15.7.17

SINFONIA DA MEMÓRIA - PARTE II






E passaram quase seis anos. Helena, viveu com os pais, até que o filho fez dois anos, trabalhando num posto médico na aldeia vizinha. Depois achando que o filho estava suficientemente crescido para entrar numa creche, começou a enviar currículos para hospitais e clínicas da capital. 
Pensava que tinha chegado a hora de dar um pulo na profissão, quiçá concretizar o sonho da sua vida. Três meses depois, tinha uma proposta de trabalho muito interessante numa clínica privada, para pequenas cirurgias de ambulatório. Ela gostaria mais de um hospital estatal, mas a proposta era irrecusável, o horário deixava-lhe muito tempo livre, já que estava ocupada apenas da parte da manhã, e quem sabe mais tarde conseguia entrar para um hospital. Afinal ela tinha conhecimento de que havia tantos médicos que trabalhavam em hospitais e clínicas, ou consultórios particulares em simultâneo. Assim mudou-se de armas e bagagens para a capital, alugou um pequeno apartamento, arranjou uma creche para o filho e iniciou uma nova vida.
Com a falta de médicos no país, e com o seu curriculum, não foi difícil conseguir trabalho num dos hospitais da capital. Foram apenas seis meses de espera. Depois teve que conciliar o trabalho no hospital, com o da clínica,reduzindo as horas na Clínica e passando-as para o final da tarde, depois da saída do hospital. Teve que arranjar uma empregada de confiança para ir buscar Diogo à creche, e ficar com ele até à hora em que ela chegava. Felizmente que a lei lhe permitia não fazer turnos, por ter um filho com menos de doze anos a seu cargo.
O seu filho completara cinco anos, no próximo ano, entraria para a escola oficial. Ela estava feliz com a sua profissão. Estava no chamado hospital dia, fazia apenas as pequenas cirurgias que podiam ser feitas em ambulatório, mas ainda assim era melhor que o anterior trabalho de médica de família no centro da aldeia. Por aqueles dias tinha ido a Londres assistir a um congresso. Antes disso foi à terra levar o filho, que deixou com os pais. Podia deixá-lo com a empregada, ela era competente e adorava o menino como se ele fosse seu próprio neto. Mas ela tinha a certeza, de que os pais teriam ficado aborrecidos se o fizesse. Era essa a razão, porque ela se encontrava naquela tarde de domingo, a despedir-se dos progenitores, para empreender a viagem de regresso a casa.
Uma hora depois o carro avariou, e Helena viu-se obrigada a telefonar para a Assistência em viagem e aguardar que mandassem alguém para solucionar o caso.

13 comentários:

Edumanes disse...

Se toda a gente fizesse o que gosto. Todos os organismos funcionavam a 100%, ninguém reclamava. Porque se sentia feliz com que fazia. Mas infelizmente assim não acontece. O que causa mau estar nesta desequilibrada sociedade!

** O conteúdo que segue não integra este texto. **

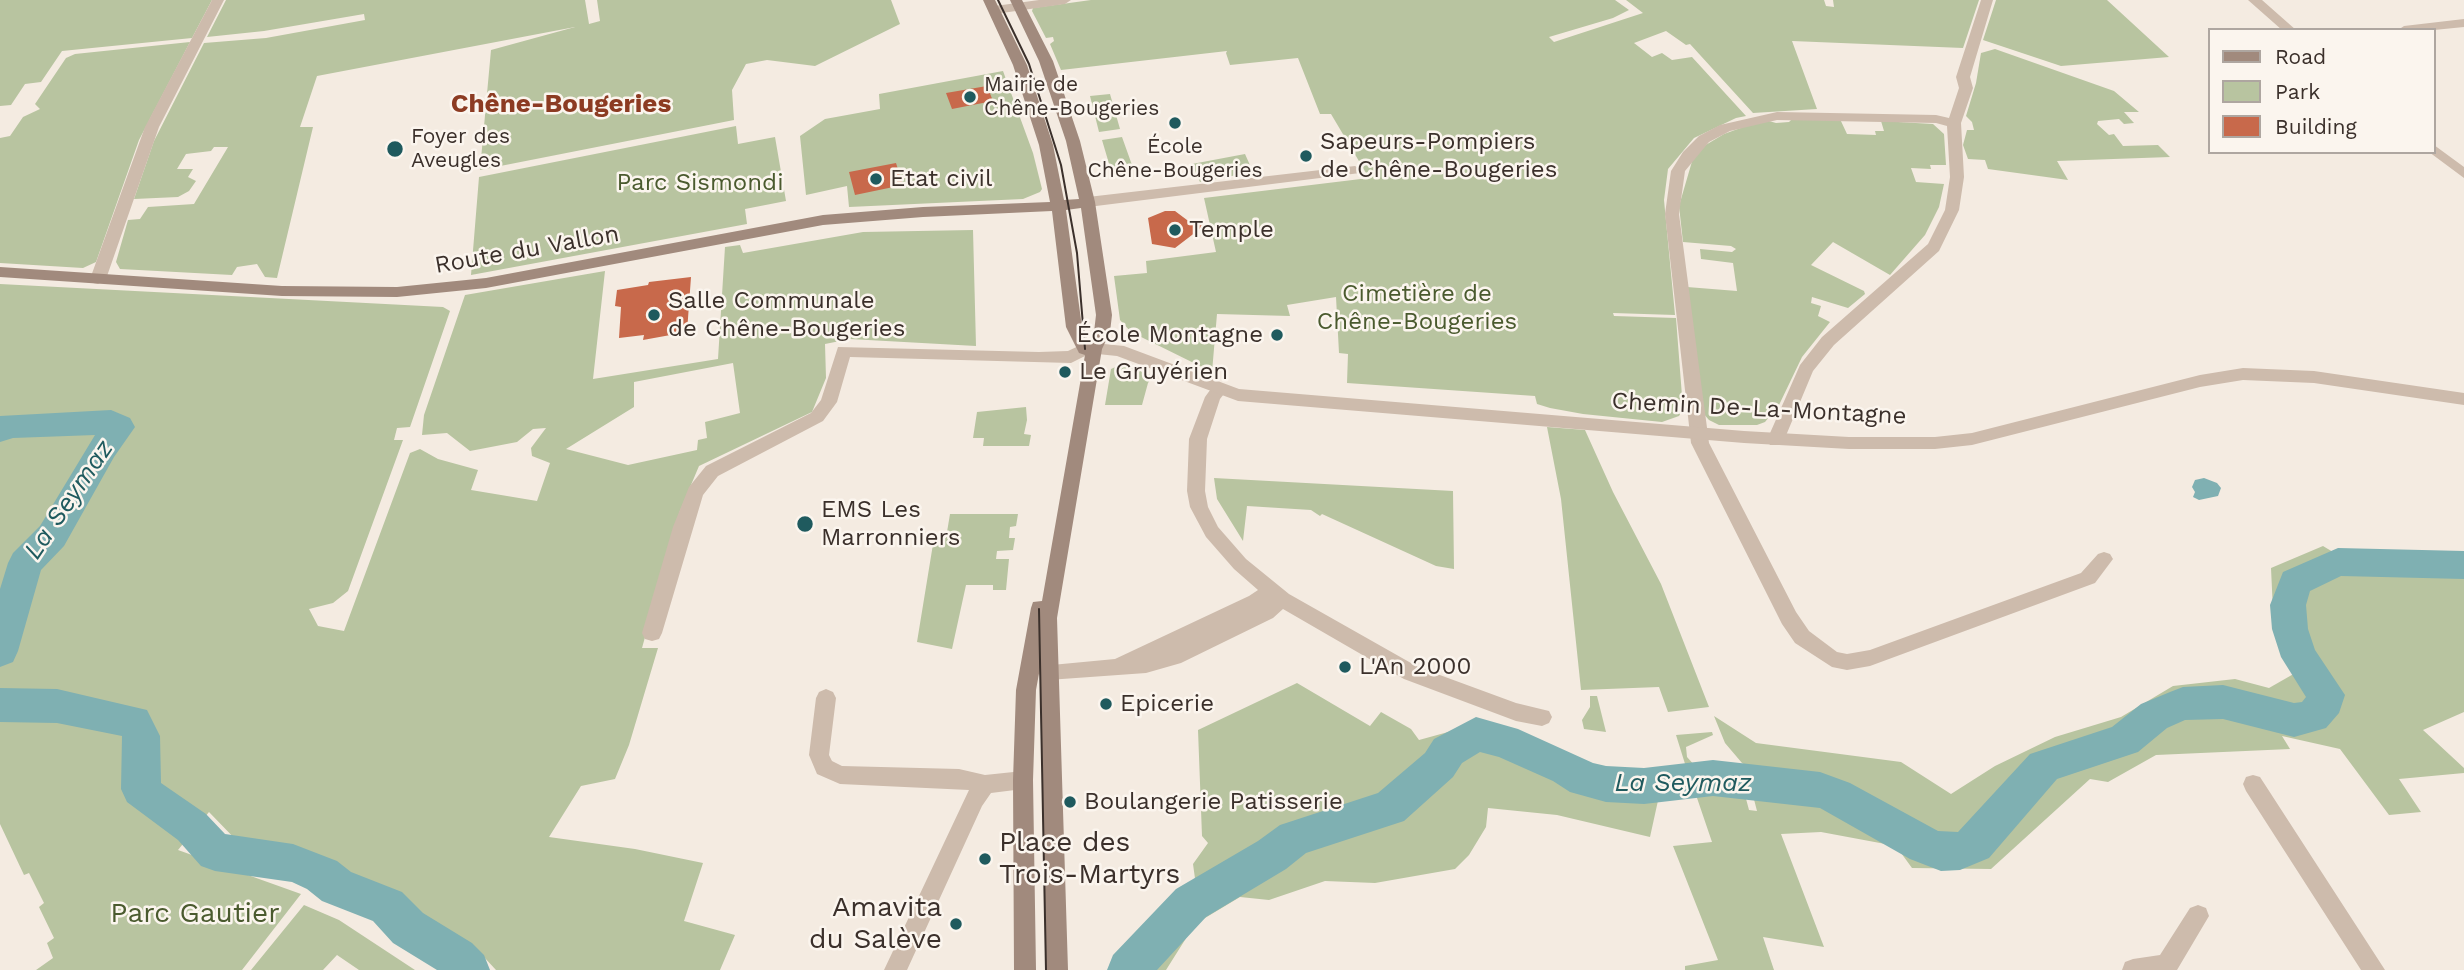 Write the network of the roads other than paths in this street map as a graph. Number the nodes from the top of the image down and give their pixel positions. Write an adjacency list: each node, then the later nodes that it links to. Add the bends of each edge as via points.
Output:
1 (218, 0): 17 (street, via 152,127)
2 (1065, 0): 5 (street)
3 (1987, 0): 10 (street)
4 (2253, 0): 8 (street)
5 (1017, 3): 6 (street); 14 (main road, via 1060,97)
6 (992, 5): 15 (main road, via 1036,110)
7 (2464, 23): 9 (street)
8 (2288, 28)
9 (2421, 28)
10 (1954, 123): 21 (street, via 1924,118 1777,116 1725,128 1688,155 1678,171 1672,214); 22 (street, via 1952,209 1934,247 1828,341 1806,369)
11 (2436, 151): 13 (street)
12 (1355, 170): 14 (street)
13 (2464, 174)
14 (1088, 202): 15 (main road, Route du Vallon); 18 (main road, via 1104,314 1102,332)
15 (1059, 206): 17 (main road, Route du Vallon, via 823,220 486,283 419,291 282,291); 18 (main road, via 1074,327)
16 (0, 272): 17 (main road, Route du Vallon)
17 (98, 279)
18 (1089, 349): 19 (street, Chemin De-La-Montagne, via 1118,350); 25 (street, via 1071,357 1039,358 844,351 829,402 817,416 712,471 695,492); 26 (main road, via 1048,618); 29 (main road, via 1026,690)
19 (1219, 390): 21 (street, Chemin De-La-Montagne, via 1251,397); 24 (street, via 1198,439 1199,507 1220,542)
20 (2464, 399): 22 (street, Chemin De-La-Montagne, via 2314,377 2243,374 1972,439 1889,443)
21 (1697, 433): 22 (street, Chemin De-La-Montagne); 23 (street, via 1789,618 1802,637 1832,659 1847,662 1896,649 2088,578)
22 (1776, 440)
23 (2104, 559)
24 (1276, 595): 26 (street, via 1266,612 1174,657 1146,665); 28 (street, via 1411,673 1516,712)
25 (652, 633)
26 (1048, 672): 35 (main road)
27 (826, 698): 30 (street, via 818,755 824,767 840,775 959,778)
28 (1542, 717)
29 (1023, 780): 30 (street); 34 (main road)
30 (985, 784): 33 (street)
31 (2253, 784): 37 (street)
32 (2197, 916): 36 (street, via 2166,966)
33 (895, 970)
34 (1025, 970)
35 (1057, 970)
36 (2133, 970)
37 (2374, 970) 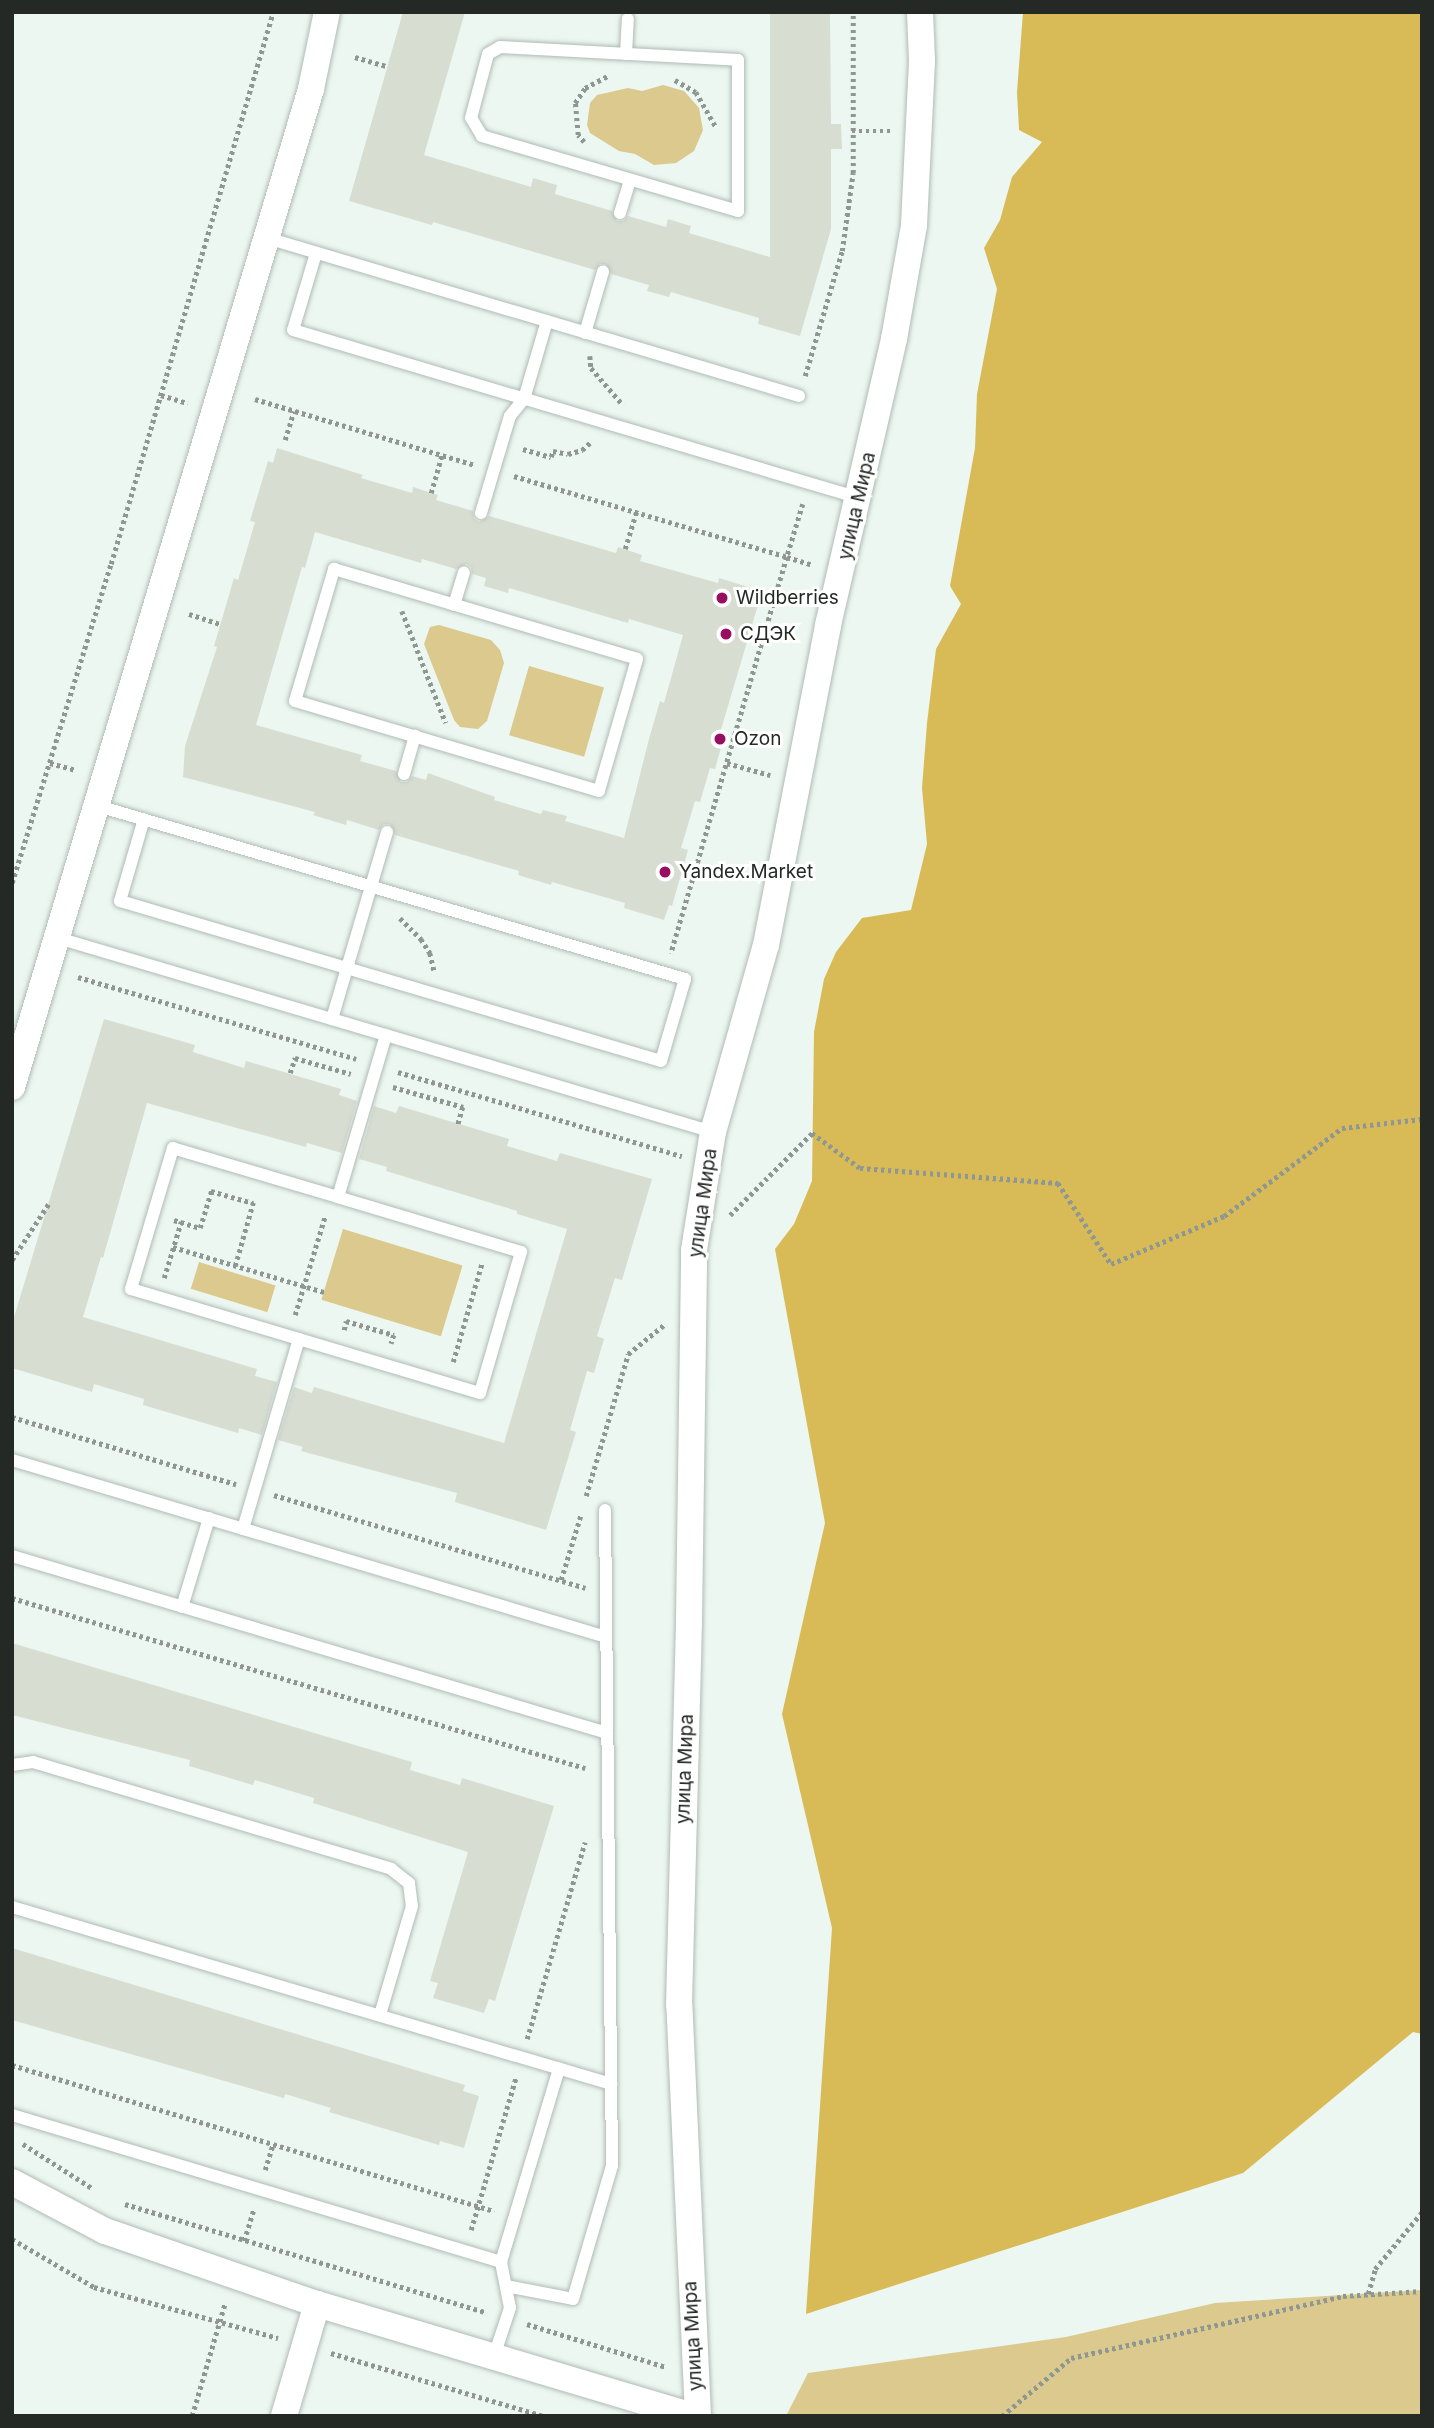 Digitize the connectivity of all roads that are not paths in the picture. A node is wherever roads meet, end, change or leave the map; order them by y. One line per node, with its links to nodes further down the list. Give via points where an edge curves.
1 (327, 12): 7 (street, via 311,89)
2 (920, 12): 14 (street, улица Мира, via 914,225)
3 (628, 19): 4 (lane)
4 (626, 54): 5 (lane, via 738,60 738,211); 5 (lane, via 500,47 488,54 471,118 482,136)
5 (630, 180): 6 (lane)
6 (620, 213)
7 (267, 238): 8 (lane); 20 (street)
8 (316, 253): 10 (lane); 13 (lane, via 293,330)
9 (603, 272): 11 (lane)
10 (547, 321): 11 (lane); 13 (lane)
11 (589, 334): 12 (lane)
12 (799, 396)
13 (524, 399): 14 (lane); 15 (lane, via 509,416)
14 (859, 498): 29 (street, улица Мира, via 828,625 766,945)
15 (481, 513)
16 (464, 572): 17 (lane)
17 (454, 605): 18 (lane, via 334,569 295,701); 18 (lane, via 637,659 599,791)
18 (415, 736): 19 (lane)
19 (404, 774)
20 (98, 806): 21 (lane); 24 (street)
21 (144, 819): 23 (lane); 25 (lane, via 120,901)
22 (387, 832): 23 (lane)
23 (371, 886): 25 (lane); 25 (lane, via 685,979 661,1061)
24 (58, 938): 26 (lane); 28 (street)
25 (347, 968): 26 (lane)
26 (332, 1019): 27 (lane)
27 (386, 1035): 29 (lane); 30 (lane)
28 (12, 1087)
29 (713, 1132): 52 (street, улица Мира, via 694,1250 678,2005)
30 (335, 1196): 31 (lane, via 173,1148 131,1289); 31 (lane, via 521,1252 480,1393)
31 (294, 1338): 35 (lane)
32 (12, 1460): 34 (lane)
33 (605, 1510): 38 (lane)
34 (209, 1518): 35 (lane); 37 (lane)
35 (243, 1529): 38 (lane)
36 (12, 1556): 37 (lane)
37 (183, 1606): 39 (lane)
38 (606, 1637): 39 (lane)
39 (607, 1733): 44 (lane)
40 (12, 1765): 42 (lane, via 33,1762 391,1869 409,1883 412,1906)
41 (12, 1907): 42 (lane)
42 (380, 2015): 43 (lane)
43 (559, 2068): 44 (lane); 47 (lane)
44 (611, 2084): 48 (lane, via 612,2166 573,2299)
45 (12, 2115): 47 (lane)
46 (12, 2182): 49 (street, via 105,2231)
47 (501, 2262): 48 (lane)
48 (506, 2287): 50 (lane, via 510,2308)
49 (317, 2304): 50 (street); 51 (street)
50 (494, 2356): 52 (street)
51 (284, 2416)
52 (696, 2416) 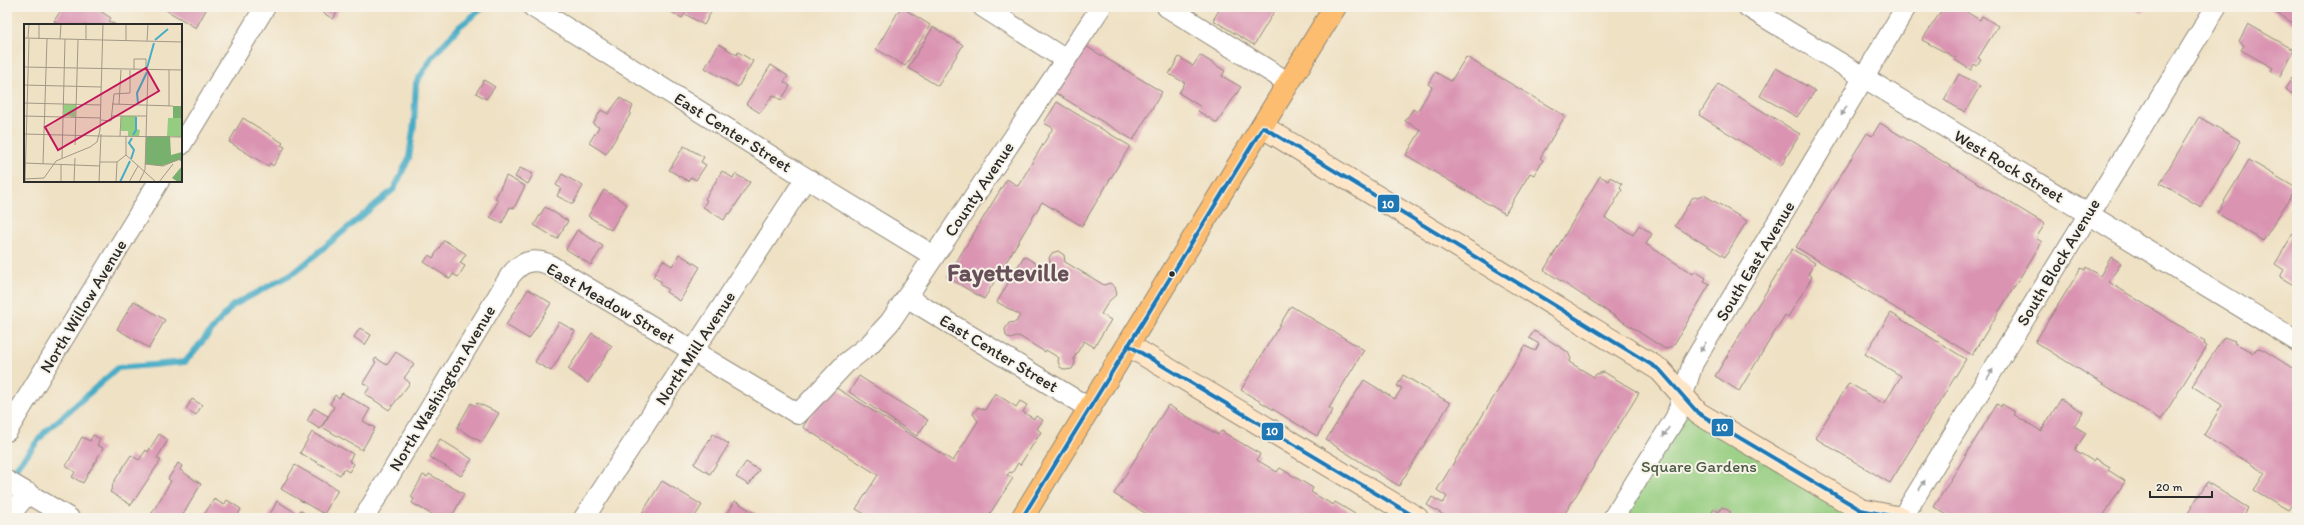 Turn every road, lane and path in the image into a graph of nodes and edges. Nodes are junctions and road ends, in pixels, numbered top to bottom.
1 (265, 7) edge
2 (533, 7) edge
3 (983, 7) edge
4 (1101, 7) edge
5 (1167, 7) edge
6 (1335, 7) edge
7 (1748, 7) edge
8 (1906, 7) edge
9 (2216, 7) edge
10 (1066, 60) junction
11 (1864, 77) junction
12 (1289, 83) junction
13 (1263, 127) junction
14 (182, 143) edge
15 (806, 178) junction
16 (158, 182) edge
17 (2087, 213) junction
18 (934, 256) junction
19 (525, 262) joint
20 (908, 298) junction
21 (2297, 341) edge
22 (1128, 344) junction
23 (693, 351) junction
24 (1682, 397) junction
25 (1089, 408) junction
26 (798, 414) joint
27 (7, 431) edge
28 (7, 481) edge
29 (28, 493) junction
30 (7, 518) edge
31 (69, 518) edge
32 (364, 518) edge
33 (584, 518) edge
34 (1022, 518) edge
35 (1417, 518) edge
36 (1613, 518) edge
37 (1901, 518) edge

1 - 14 street
2 - 15 street, East Center Street
3 - 10 street
4 - 10 street, County Avenue
5 - 12 street
6 - 12 main road
7 - 11 street, West Rock Street
8 - 11 street, South East Avenue
9 - 17 street, South Block Avenue
10 - 18 street, County Avenue
11 - 17 street, West Rock Street
11 -> 24 street, South East Avenue
12 - 13 main road
13 - 22 main road
13 - 24 street
15 - 18 street, East Center Street
15 - 23 street, North Mill Avenue
16 - 27 street, North Willow Avenue
17 - 21 street, West Rock Street
37 -> 17 street, South Block Avenue
18 - 20 street, County Avenue
19 - 23 street, East Meadow Street
19 - 32 street, North Washington Avenue
20 - 25 street, East Center Street
20 - 26 street, County Avenue
22 - 25 main road
22 - 35 street
23 - 26 street, East Meadow Street
23 - 33 street, North Mill Avenue
24 -> 36 street, South East Avenue
24 - 37 street
25 - 34 main road
28 - 29 street
29 - 30 street
29 - 31 street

Tenha uma boa noite, e um bom fim de semana amiga Elvira, um abraço,
Eduardo.

Tintinaine disse...

Grande salto deu esta história, ou melhor, a vida da protagonista.
Estou a gostar!

✿ chica disse...

Conto bem dinâmico e estou gostando dos passos...beijos praianos,chica

Sandra disse...

Boa noite D. Elvira, voltarei a passar para acompanhar a sua história. Bom fim-de-semana.

Roaquim Rosa disse...

Bom dia
esta avaria no carro , já nos deixa alguma dica para o próximo capitulo. haver vamos .
um bom fim de semana.
JAFR

maria disse...

Dá para perceber que estamos perante uma "mulher coragem"espero que Helena consiga atingir as suas metas.

Odete Ferreira disse...

Uma avaria?
Talvez o pretexto para algo inusitado.
Vamos ver... 😀
Bjinho

Anete disse...

Estou por aqui lendo mais um capítulo superinteressante...
Conto muitíssimo bom, a começar pelo título atraente e harmonioso!

Um abraço cheio de carinho...

Janita disse...

Veremos o que nos traz esta avaria no carro da Dra. Helena.
Algo de interesse, certamente. Nada acontece por acaso.
Vou aguardar expectante.

Um abraço, bom fim de semana, amiga Elvira.

Andre Mansim disse...

Continua muito boa a narrativa.
A história caminhou anos, mas não pareceu corrida.

Vamos ver!

aluap Al disse...

Virei espreitar se alguém lhe vai dar boleia ou se alguém lhe arranja o carro.
Desejo-lhe um bom fim de semana.

redonda disse...

Hum, que será que vai acontecer agora?
Ainda bem que já posso ler o próximo capitulo...

Manu disse...

Como há muito que aqui não venho e já vi que este texto tem continuação, comecei por aqui.
Uma história bem conseguida que estou a gostar de ler.